- Cope during his final radio show in 1995
- Born: Myron Sidney Kopelman January 23, 1929 Pittsburgh, Pennsylvania, U.S.
- Died: February 27, 2008 (aged 79) Mt. Lebanon, Pennsylvania, U.S.
- Known for: 5× Super Bowl champion (IX, X, XIII, XIV, XL); 6× AFC champion 1974, 1975, 1978, 1979, 1995, 2005;
- Sports commentary career
- Team: Pittsburgh Steelers
- Sport: American football

= Myron Cope =

American sports journalist (1929–2008)

Myron Sidney Kopelman (January 23, 1929 – February 27, 2008), known professionally as Myron Cope, was an American sports journalist, radio personality, and sportscaster. He is best known for being "the voice of the Pittsburgh Steelers".

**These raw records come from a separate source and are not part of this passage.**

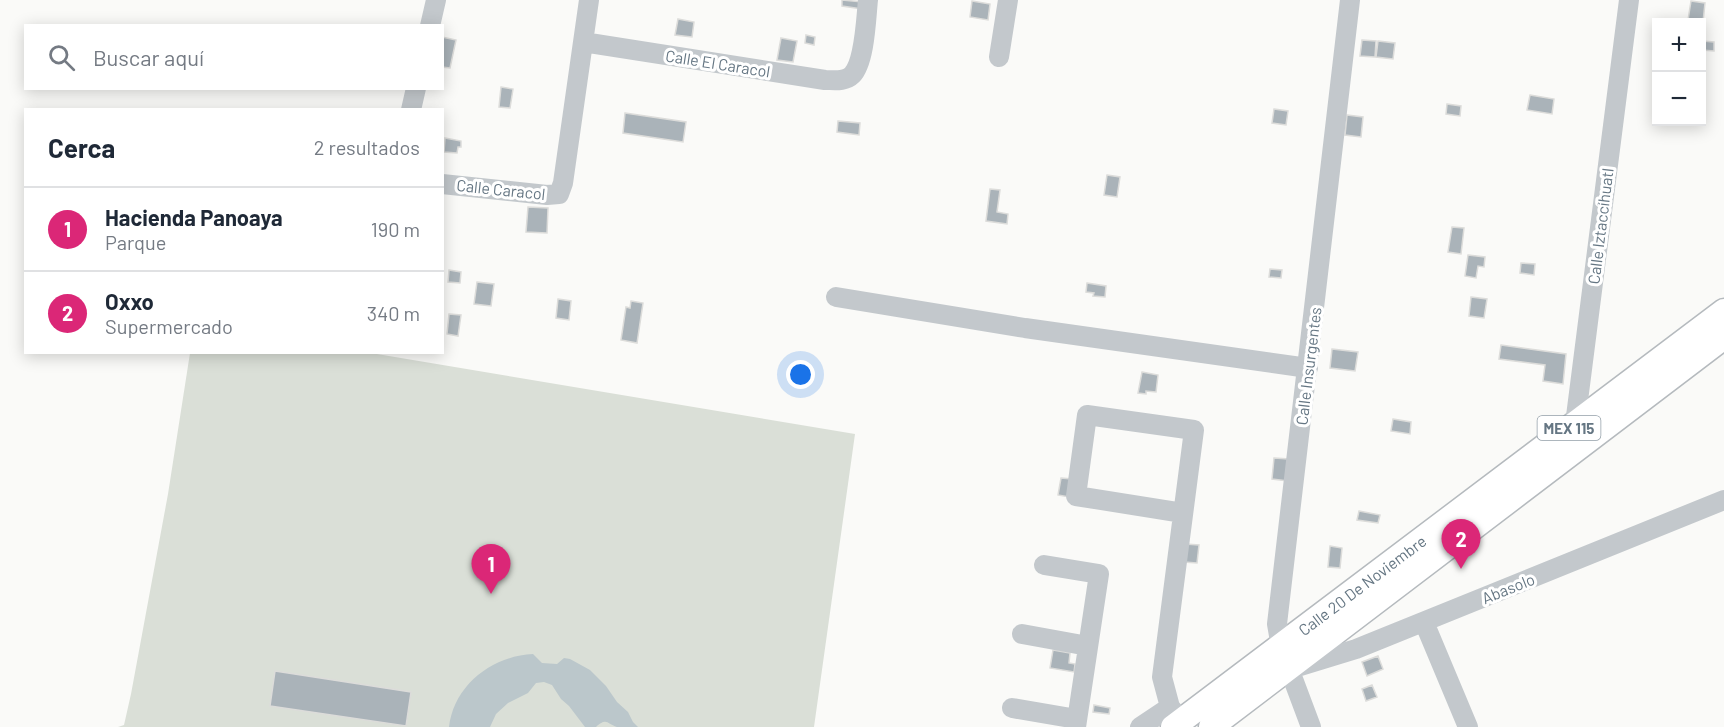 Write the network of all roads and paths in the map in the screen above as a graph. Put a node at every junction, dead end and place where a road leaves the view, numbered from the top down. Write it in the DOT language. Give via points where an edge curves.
graph roads {
  1 [pos="436,0"];
  2 [pos="589,0"];
  3 [pos="868,0"];
  4 [pos="1008,0"];
  5 [pos="1350,0"];
  6 [pos="1629,0"];
  7 [pos="430,24"];
  8 [pos="583,42"];
  9 [pos="999,57"];
  10 [pos="416,90"];
  11 [pos="411,108"];
  12 [pos="444,184"];
  13 [pos="836,297"];
  14 [pos="1724,311"];
  15 [pos="1724,337"];
  16 [pos="1308,368"];
  17 [pos="1574,423"];
  18 [pos="1571,452"];
  19 [pos="1724,500"];
  20 [pos="1183,513"];
  21 [pos="1044,565"];
  22 [pos="1424,622"];
  23 [pos="1022,634"];
  24 [pos="1088,646"];
  25 [pos="1285,658"];
  26 [pos="1012,708"];
  27 [pos="1174,718"];
  28 [pos="1031,719"];
  29 [pos="1076,723"];
  30 [pos="1140,727"];
  31 [pos="1211,727"];
  32 [pos="1311,727"];
  33 [pos="1468,727"];
  1 -- 7 [label="street"];
  2 -- 8 [label="street"];
  3 -- 8 [label="street, Calle El Caracol" via="864,46 852,75 841,81"];
  4 -- 9 [label="street"];
  5 -- 16 [label="street, Calle Insurgentes"];
  6 -- 17 [label="street, Calle Iztaccíhuatl"];
  8 -- 12 [label="street, Calle Caracol" via="559,194"];
  10 -- 11 [label="street"];
  13 -- 16 [label="street"];
  14 -- 17 [label="main road, Calle 20 De Noviembre / MEX 115"];
  15 -- 18 [label="main road, Calle 20 De Noviembre / MEX 115"];
  16 -- 25 [label="street, Calle Insurgentes" via="1277,624"];
  17 -- 18 [label="street, Calle Iztaccíhuatl"];
  17 -- 25 [label="main road, Calle 20 De Noviembre / MEX 115"];
  18 -- 25 [label="main road, Calle 20 De Noviembre / MEX 115"];
  19 -- 22 [label="street, Abasolo"];
  20 -- 20 [label="street" via="1076,496 1087,415 1194,430"];
  20 -- 27 [label="street" via="1162,677"];
  21 -- 24 [label="street" via="1099,574"];
  22 -- 25 [label="street, Abasolo" via="1356,649"];
  22 -- 33 [label="street"];
  23 -- 24 [label="street"];
  24 -- 29 [label="street"];
  25 -- 27 [label="main road, Calle 20 De Noviembre / MEX 115"];
  25 -- 31 [label="main road, Calle 20 De Noviembre / MEX 115"];
  25 -- 32 [label="street, Calle Insurgentes"];
  26 -- 28 [label="street"];
  27 -- 30 [label="street"];
  28 -- 29 [label="street"];
}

Cope was a color commentator for the Steelers' radio broadcasts for 35 years. He was known for his distinctive, higher-pitched nasally voice with an identifiable Pittsburgh accent, idiosyncratic speech pattern, and a level of excitement rarely exhibited in the broadcast booth. Cope's most notable catch phrase was "yoi" /ˈjɔɪ/. He helped popularize the Terrible Towel, a rally towel associated with the Steelers. In 1996, Cope gave the rights to the towel to Allegheny Valley School, which has received more than $6 million in proceeds from towel sales.

Cope was the first football announcer inducted into the National Radio Hall of Fame. Cope's autobiography, Double Yoi!, was published in 2002.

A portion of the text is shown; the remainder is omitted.